*Exercise objective*: Write out every entry exactly as it appears, omitting the pictures.

*Data for this exercise*:
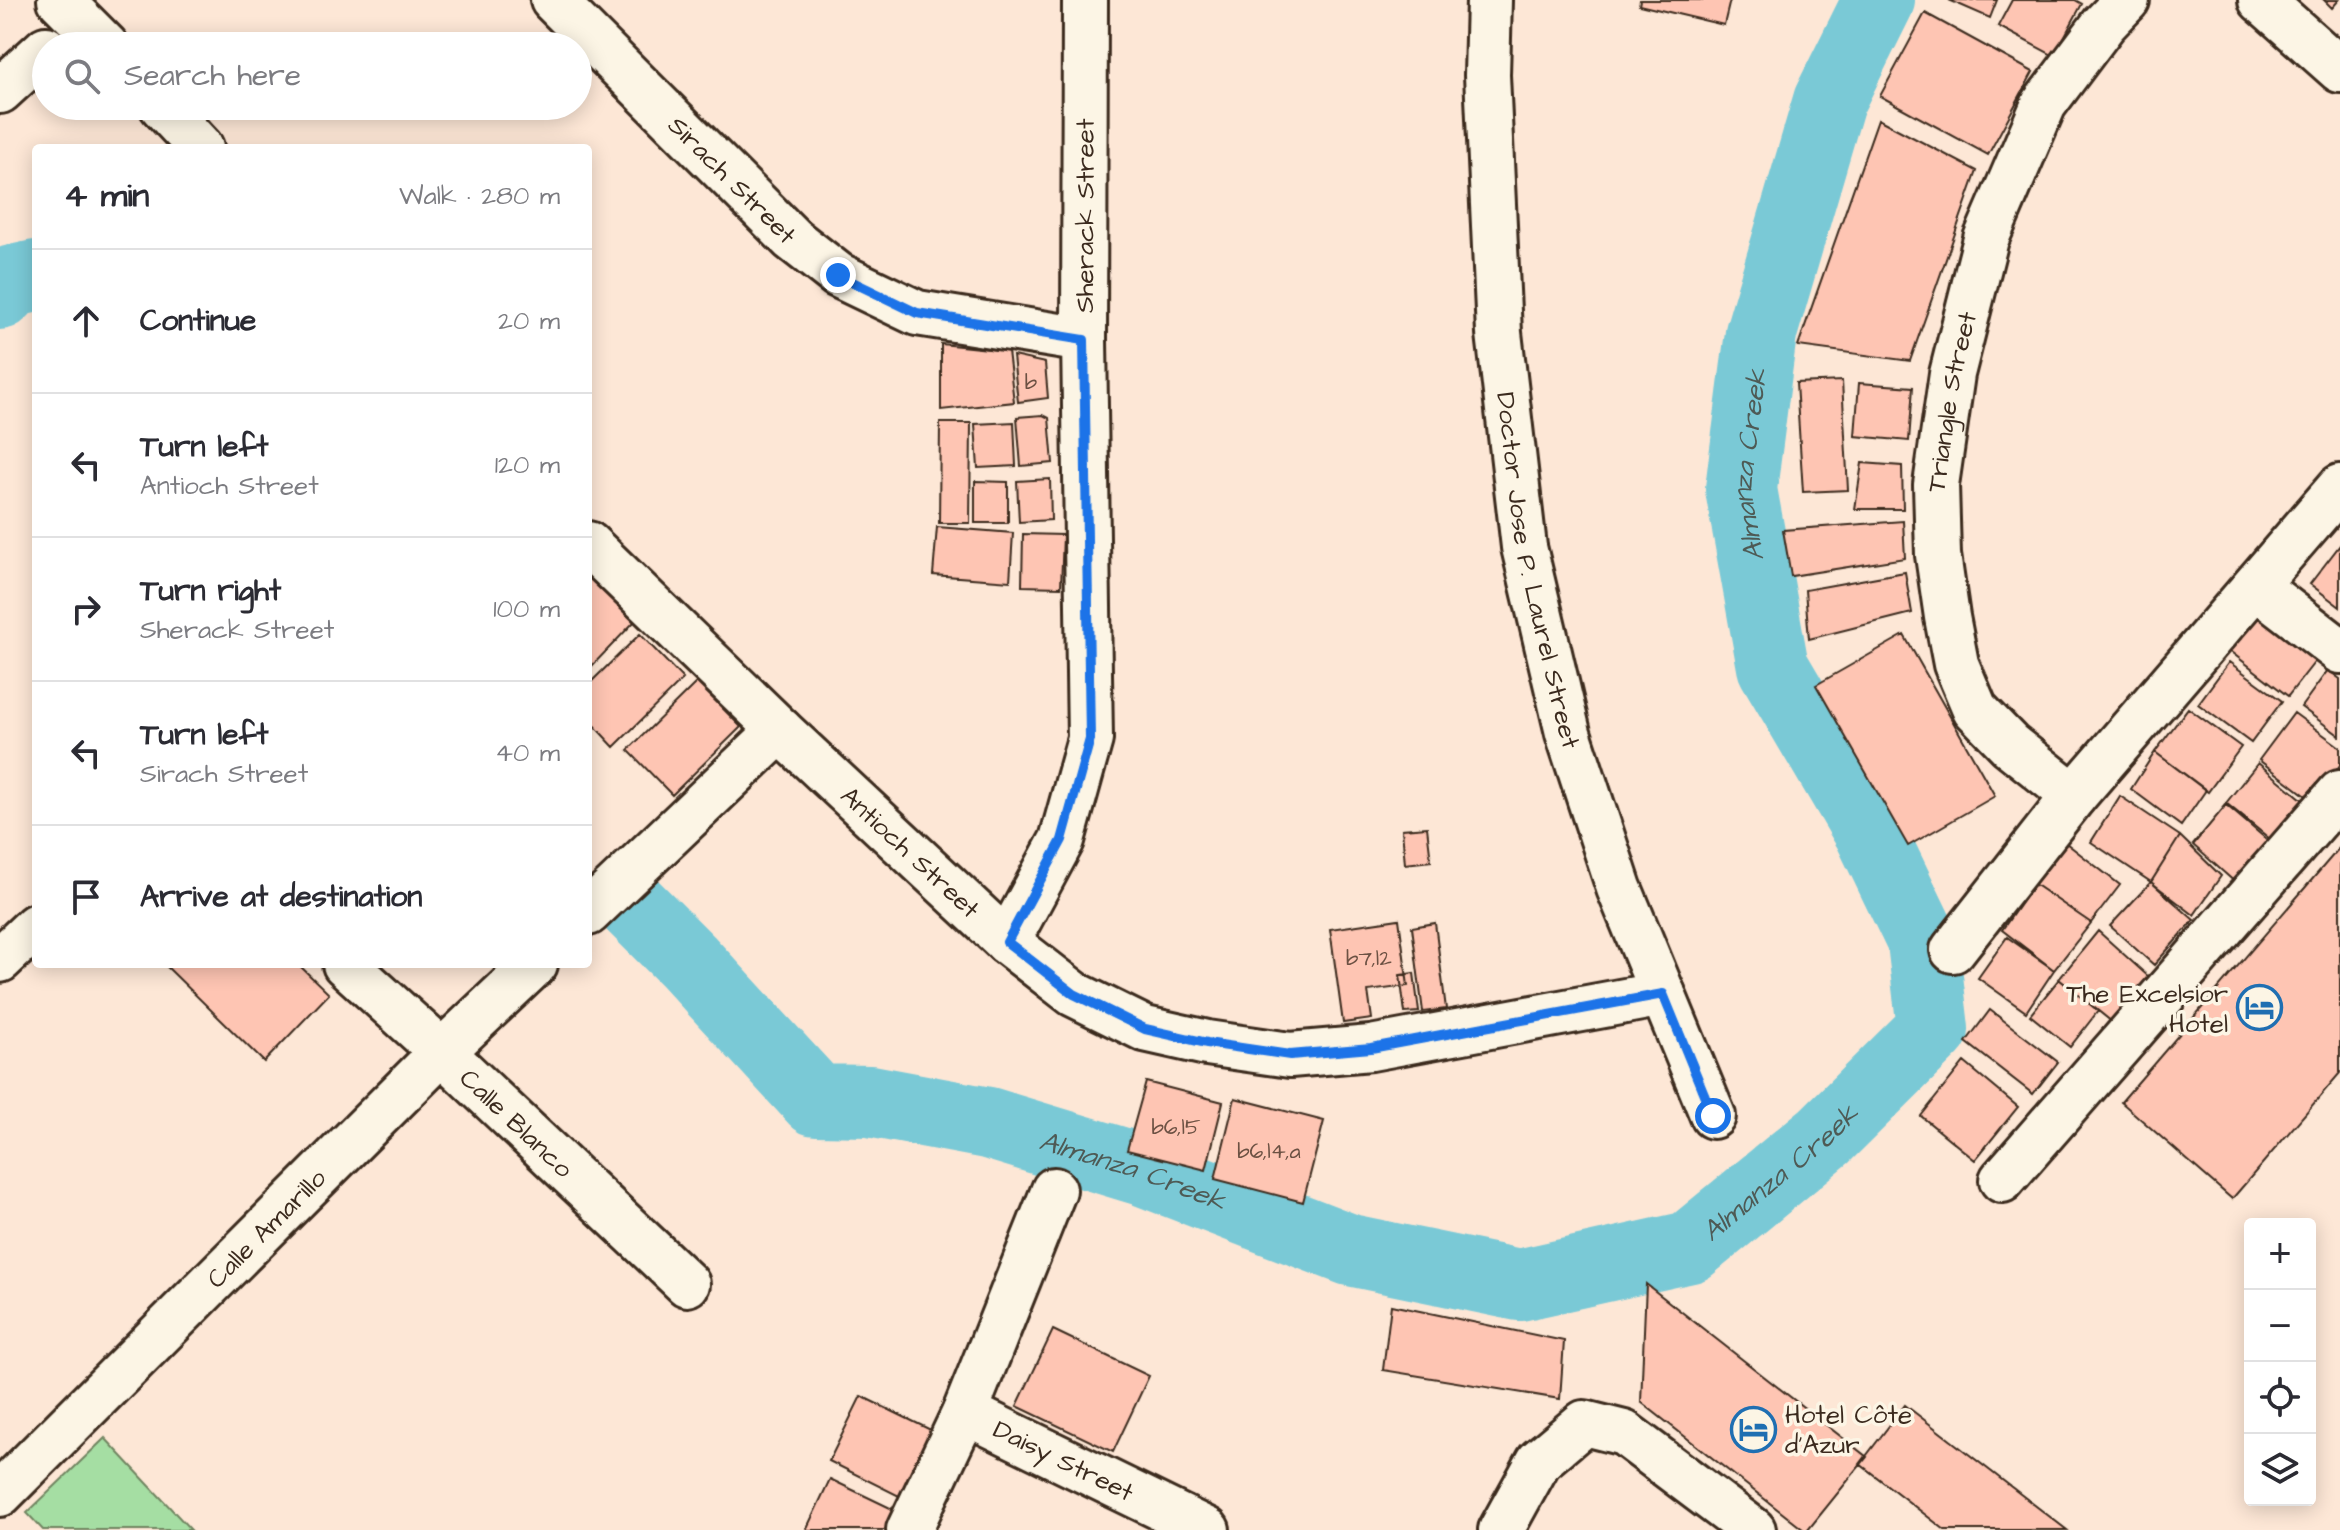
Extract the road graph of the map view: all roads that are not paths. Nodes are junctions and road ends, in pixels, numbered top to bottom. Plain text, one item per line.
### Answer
1 (553, 0) edge
2 (1085, 0) edge
3 (1489, 0) edge
4 (2127, 0) edge
5 (2261, 0) edge
6 (585, 32) edge
7 (592, 39) edge
8 (32, 63) edge
9 (2340, 70) edge
10 (0, 91) edge
11 (175, 120) edge
12 (197, 144) edge
13 (1084, 340) junction
14 (2340, 487) edge
15 (592, 548) edge
16 (2256, 586) junction
17 (2340, 651) edge
18 (780, 730) junction
19 (2340, 793) edge
20 (2074, 796) junction
21 (592, 909) edge
22 (32, 930) edge
23 (1007, 942) junction
24 (1953, 950) dead end
25 (0, 960) edge
26 (349, 968) edge
27 (531, 968) edge
28 (1644, 997) junction
29 (442, 1052) junction
30 (1713, 1116) dead end
31 (2002, 1180) dead end
32 (1054, 1190) dead end
33 (687, 1284) dead end
34 (965, 1412) junction
35 (0, 1494) edge
36 (909, 1530) edge
37 (1207, 1530) edge
38 (1501, 1530) edge
39 (1753, 1530) edge

1 - 6 street, Sirach Street
2 - 13 street, Sherack Street
3 - 28 street, Doctor Jose P. Laurel Street
4 - 20 street, Triangle Street
5 - 9 street
7 - 13 street, Sirach Street
8 - 10 street
11 - 12 street
13 - 23 street, Sherack Street
14 - 16 street
15 - 18 street, Antioch Street
16 - 17 street
16 - 20 street
18 - 21 street
18 - 23 street, Antioch Street
19 - 31 street
20 - 24 street
22 - 25 street
23 - 28 street, Antioch Street
26 - 29 street, Calle Blanco
27 - 29 street, Calle Amarillo
28 - 30 street, Doctor Jose P. Laurel Street
29 - 33 street, Calle Blanco
29 - 35 street, Calle Amarillo
32 - 34 street, Daisy Street
34 - 36 street, Daisy Street
34 - 37 street, Daisy Street
38 - 39 street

*Result for this task*:
Extract the road graph of the map view: all roads that are not paths. Nodes are junctions and road ends, in pixels, numbered top to bottom. Plain text, one item per line.
### Answer
1 (553, 0) edge
2 (1085, 0) edge
3 (1489, 0) edge
4 (2127, 0) edge
5 (2261, 0) edge
6 (585, 32) edge
7 (592, 39) edge
8 (32, 63) edge
9 (2340, 70) edge
10 (0, 91) edge
11 (175, 120) edge
12 (197, 144) edge
13 (1084, 340) junction
14 (2340, 487) edge
15 (592, 548) edge
16 (2256, 586) junction
17 (2340, 651) edge
18 (780, 730) junction
19 (2340, 793) edge
20 (2074, 796) junction
21 (592, 909) edge
22 (32, 930) edge
23 (1007, 942) junction
24 (1953, 950) dead end
25 (0, 960) edge
26 (349, 968) edge
27 (531, 968) edge
28 (1644, 997) junction
29 (442, 1052) junction
30 (1713, 1116) dead end
31 (2002, 1180) dead end
32 (1054, 1190) dead end
33 (687, 1284) dead end
34 (965, 1412) junction
35 (0, 1494) edge
36 (909, 1530) edge
37 (1207, 1530) edge
38 (1501, 1530) edge
39 (1753, 1530) edge

1 - 6 street, Sirach Street
2 - 13 street, Sherack Street
3 - 28 street, Doctor Jose P. Laurel Street
4 - 20 street, Triangle Street
5 - 9 street
7 - 13 street, Sirach Street
8 - 10 street
11 - 12 street
13 - 23 street, Sherack Street
14 - 16 street
15 - 18 street, Antioch Street
16 - 17 street
16 - 20 street
18 - 21 street
18 - 23 street, Antioch Street
19 - 31 street
20 - 24 street
22 - 25 street
23 - 28 street, Antioch Street
26 - 29 street, Calle Blanco
27 - 29 street, Calle Amarillo
28 - 30 street, Doctor Jose P. Laurel Street
29 - 33 street, Calle Blanco
29 - 35 street, Calle Amarillo
32 - 34 street, Daisy Street
34 - 36 street, Daisy Street
34 - 37 street, Daisy Street
38 - 39 street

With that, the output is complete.